DES MOINES, Iowa (Legal Newsline) – Asbestos lawyers in Iowa scored a big win June 17 when the state Supreme Court rejected a lower court’s reading of 2017 tort reform legislation.
The ruling says Alcoa and Iowa-Illinois Taylor Insulation can be liable for the mesothelioma suffered by the late Larry Beverage, despite neither producing the asbestos-containing insulation at issue.
The asbestos reform law said, “A defendant in an asbestos action or silica action shall not be liable for exposures from a product or component part made or sold by a third party.” Alcoa bought the insulation from IIT, which didn’t manufacture it but did install it, for use at an aluminum plant in Bettendorf.
Beverage’s estate and lawyers at Dean Omar Branham Shirley pursued a premises liability claim against Alcoa and products liability against IITI, but the trial court concluded the companies were immune because they did not manufacture the insulation; Johns Manville and Eagle-Pitcher did. The state Court of Appeals affirmed.

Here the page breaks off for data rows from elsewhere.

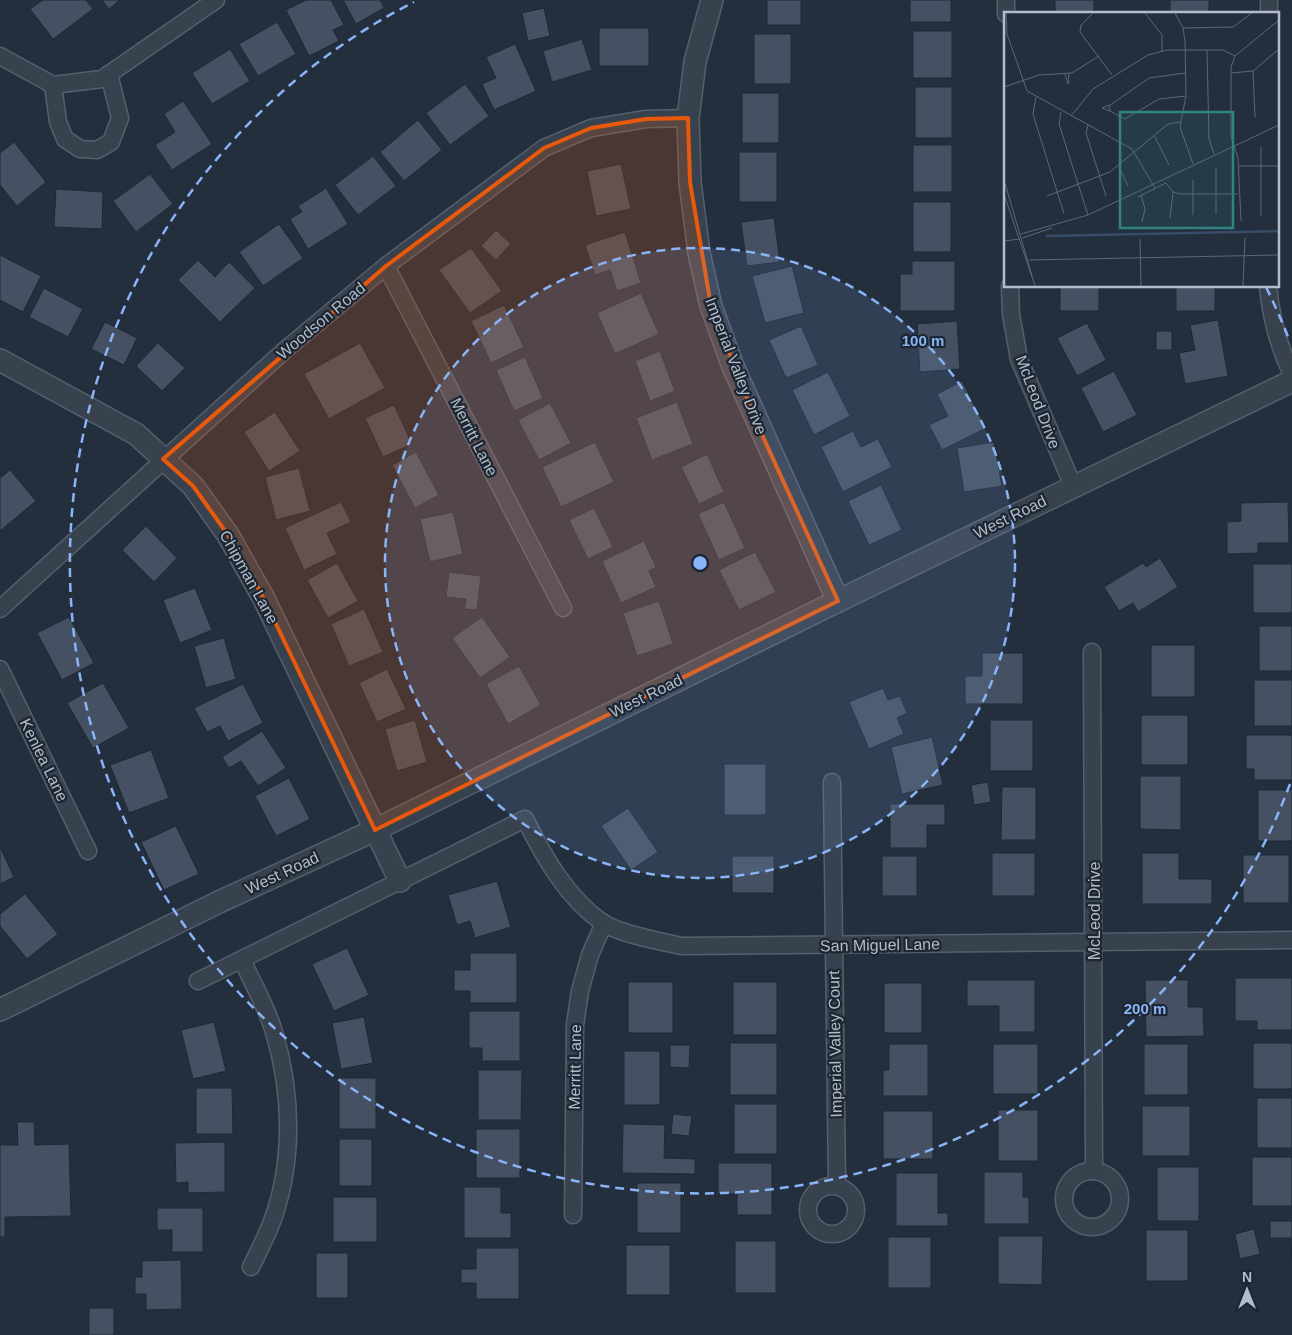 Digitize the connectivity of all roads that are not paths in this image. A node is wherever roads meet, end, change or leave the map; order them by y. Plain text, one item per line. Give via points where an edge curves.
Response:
1 (216, 0) edge
2 (712, 0) edge
3 (0, 56) edge
4 (109, 74) junction
5 (53, 86) junction
6 (688, 118) junction
7 (386, 266) junction
8 (1010, 288) edge
9 (1268, 288) edge
10 (0, 360) edge
11 (1292, 374) edge
12 (1292, 381) edge
13 (163, 459) junction
14 (1073, 486) junction
15 (838, 600) junction
16 (563, 608) dead end
17 (0, 609) edge
18 (1092, 652) dead end
19 (0, 670) edge
20 (832, 782) dead end
21 (375, 830) junction
22 (88, 851) dead end
23 (400, 881) junction
24 (604, 923) junction
25 (1292, 940) edge
26 (1094, 942) junction
27 (835, 946) junction
28 (242, 959) junction
29 (198, 981) dead end
30 (0, 1010) edge
31 (1094, 1171) dead end
32 (837, 1186) dead end
33 (573, 1215) dead end
34 (251, 1267) dead end

1 - 4 street
2 - 6 street, Imperial Valley Drive via 695,62
3 - 5 street
4 - 5 street via 102,79
4 - 5 street via 120,118 111,142 97,150 80,149 65,139 58,122
6 - 7 street, Woodson Road via 646,119 591,128 544,148
6 - 15 street, Imperial Valley Drive via 690,182 699,253 711,306 759,428
7 - 13 street, Woodson Road
7 - 16 street, Merritt Lane
8 - 14 street, McLeod Drive via 1019,359
9 - 11 street via 1280,350
10 - 13 street, Chipman Lane via 136,434
12 - 14 street, West Road
13 - 17 street, Woodson Road
13 - 21 street, Chipman Lane via 193,486 263,597
14 - 15 street, West Road
15 - 21 street, West Road
18 - 26 street, McLeod Drive
19 - 22 street, Kenlea Lane
20 - 27 street, Imperial Valley Court
21 - 23 street, Chipman Lane
21 - 30 street, West Road via 219,902
23 - 24 street, San Miguel Lane via 525,819 545,859 572,893
23 - 28 street
24 - 27 street, San Miguel Lane via 681,946
24 - 33 street, Merritt Lane via 582,982 575,1025
25 - 26 street, San Miguel Lane
26 - 27 street, San Miguel Lane
26 - 31 street, McLeod Drive
27 - 32 street, Imperial Valley Court
28 - 29 street
28 - 34 street via 274,1031 288,1118 286,1166 276,1210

The district court and court of appeals looked at each word or phrase with laser focus, starting with the meaning of the word ‘defendant’ and working through each word of the statute in a similar fashion,” the Supreme Court ruling says.
“But legislators do not legislate one word at a time, and statutes cannot be read with blinders, dissecting a provision one word at a time, setting that word aside, and then moving to the next to address its meaning outside the context of the other words used in the provision or how the provision fits into the greater statutory scheme.”

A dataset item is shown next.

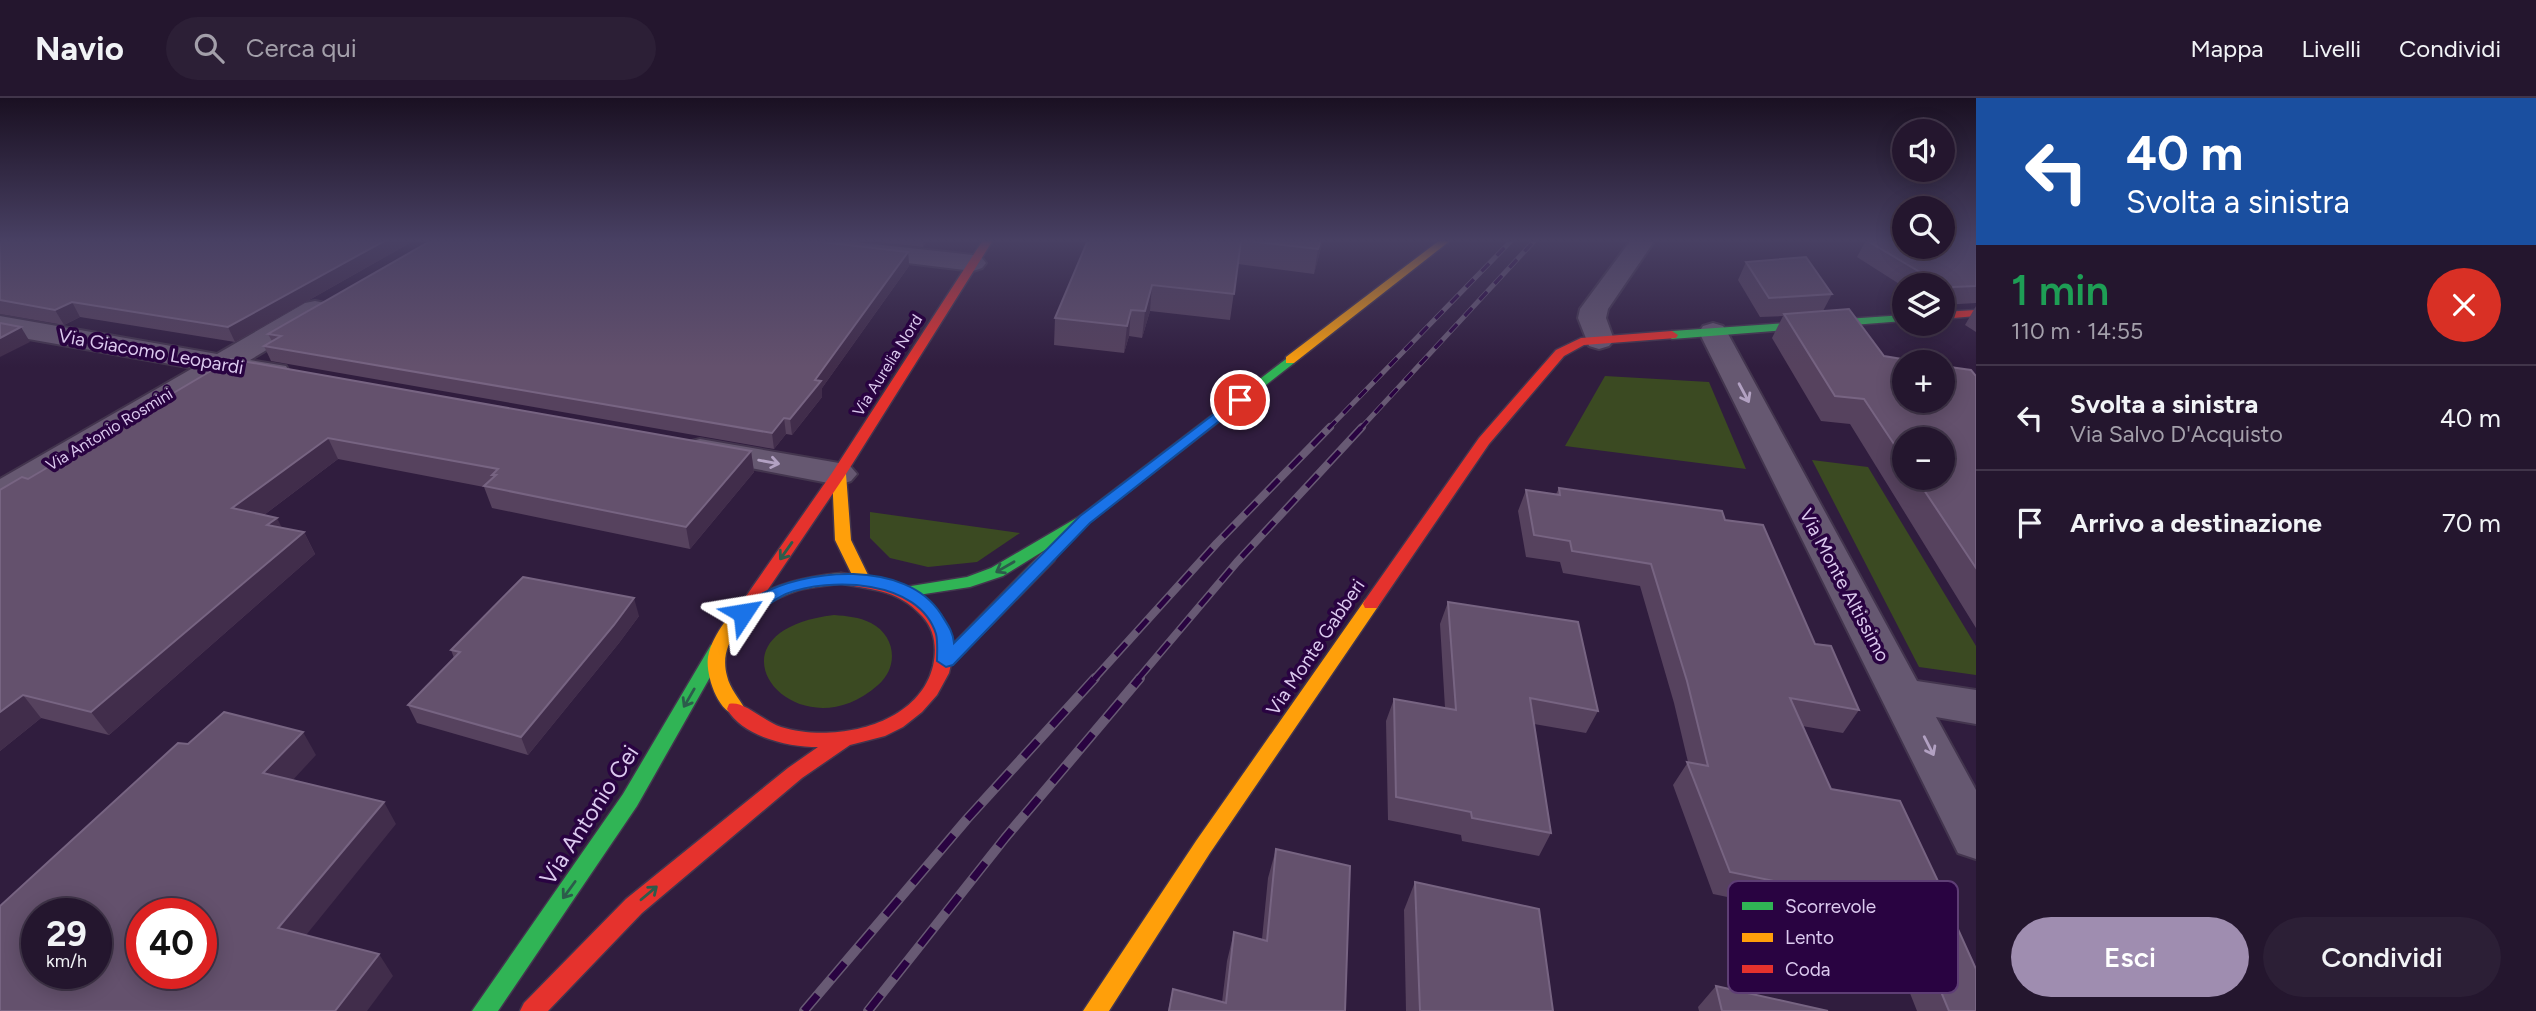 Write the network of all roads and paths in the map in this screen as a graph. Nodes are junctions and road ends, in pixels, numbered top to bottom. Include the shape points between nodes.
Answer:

The phrase “product or component part made or sold by a third party” has a specific meaning in products liability law and each word should not have been analyzed with an “ordinary” dictionary, the decision says.

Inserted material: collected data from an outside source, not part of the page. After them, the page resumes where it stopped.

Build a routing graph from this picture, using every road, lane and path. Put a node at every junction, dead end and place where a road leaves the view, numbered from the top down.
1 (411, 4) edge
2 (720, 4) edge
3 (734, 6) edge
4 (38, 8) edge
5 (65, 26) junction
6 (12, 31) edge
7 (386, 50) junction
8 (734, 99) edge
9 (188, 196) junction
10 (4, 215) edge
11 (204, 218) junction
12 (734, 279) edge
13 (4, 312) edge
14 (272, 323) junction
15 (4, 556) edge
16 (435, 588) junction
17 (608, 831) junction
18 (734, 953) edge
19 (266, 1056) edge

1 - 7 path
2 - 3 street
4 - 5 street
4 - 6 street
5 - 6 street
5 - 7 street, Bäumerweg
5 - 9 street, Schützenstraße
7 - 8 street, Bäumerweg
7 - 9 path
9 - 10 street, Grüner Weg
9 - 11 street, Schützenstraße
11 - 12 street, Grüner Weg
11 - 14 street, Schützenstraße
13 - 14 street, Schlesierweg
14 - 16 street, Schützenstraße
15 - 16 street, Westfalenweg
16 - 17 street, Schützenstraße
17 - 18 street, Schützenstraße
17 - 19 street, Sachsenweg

The component parts-doctrine, as defined in Black’s Law Dictionary, is a rule that the seller of a component part is liable if it defective and causes harm, or if the seller participates substantially in integrating the component into the final product’s design and the component causes the product to be defective.”
“It may well be that the Iowa General Assembly’s codification of the component-parts defense is broader than the defense described in the Restatement or at common law,” the decision says.
“And that is the general assembly’s prerogative. But its use of the phrase ‘product or component part made or sold by a third party is clearly a reference to the component-parts doctrine, and we cannot ignore the context in which that defense arises in determining the meaning of Iowa Code section 686B.7(5).”